By Monica Rizzo
March 10, 2014 12:00 PM

Two Christmases ago actress Jennie Garth received a book from her then 15-year-old daughter Luca. She stared in disbelief at the title: Shit Happens So Get Over It. “I thought, ‘Are you kidding me?'” says Garth, whose marriage to actor Peter Facinelli (Nurse Jackie, Twilight) had fallen apart earlier that year. “‘I’m sad and hurt, how can she not have compassion?'” But she heard her daughter’s message. “She didn’t want this sad sack for a mom. She wanted someone who can handle anything and persevere.”

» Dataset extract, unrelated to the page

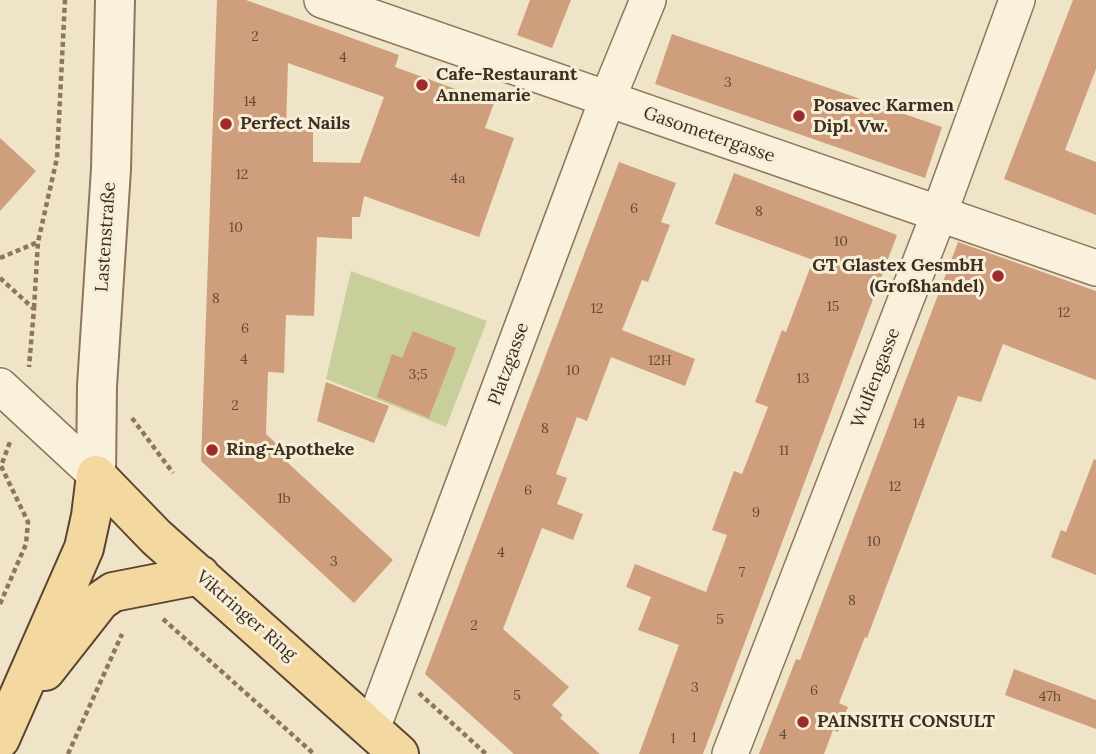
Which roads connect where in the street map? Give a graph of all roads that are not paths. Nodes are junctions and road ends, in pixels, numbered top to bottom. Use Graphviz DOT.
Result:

With time Garth saw the wisdom in that rather blunt gift, and now the book is displayed on her coffee table. She admits it wasn’t easy adjusting to being a divorced mom of three just as she was turning 40. All of her kids – Lola and Fiona are 11 and 7- gave her the motivation. “I had to be there for them, and you can’t do that when you’re in a fog.”

Now that she has emerged, she’s sharing what she learned in a new book, Deep Thoughts from a Hollywood Blonde. The memoir “is not a salacious tell-all,” explains Garth, now 41, who has been a celebrity since she was a teenager. “It’s not a woe-is-me book. It’s an introspective look at things I’ve experienced in my life.” (Don’t worry, 90210 fans, she also clears up some decades-old mysteries: Did she and Luke Perry, who played her onscreen love, ever date? No. “We were friends, and sometimes we had to make out at work.” And the alleged catfight with Shannen Doherty? Yes, there was a scuffle. But “I definitely never coldcocked her,” Garth says, laughing.)

In writing about the past few years, she says, “I see a woman who really took a hit. I was lost for a while. But I found my way again and discovered my inner strength.” Weekly therapy helped (she still attends), as did getting into an amicable coparenting arrangement with Facinelli. More recently she has refocused her attention on her career. Another 90210 alum, Tori Spelling, is her costar on the ABC Family series Mystery Girls, which begins shooting next month. The pair portray former actresses who used to play detectives on TV and are called in to solve real crimes. The plot may test believability, but the connection for her is authentic. “We are always there for each other,” she says of her longtime friend.

And taking a page from Spelling’s reality-show playbook, Garth is allowing the renovation of the L.A.-area home she shares with her girls to be documented for an HGTV series, The Jennie Garth Project. “I always thought, ‘I’ll just stick with acting’ or ‘Being a mom is enough for me.’ Now I can handle all of these things,” Garth says, pointing to the low-tech, pen-and-paper planner she uses to keep track of “work time, family time, me time.” At the moment “couple time” isn’t on her schedule. While she has dated since the divorce, “I’m focusing on myself. A relationship isn’t on the front burner,” she says. “But I definitely enjoy having somebody to have dinner and hang out with.” Still, Garth adds, she’s open to whatever comes her way. “I tell my girls that life isn’t perfect, and you’re going to have struggles, but you are worthy of love. That’s the biggest thing I try to impart, because they have seen Mom fall down and get back up again.”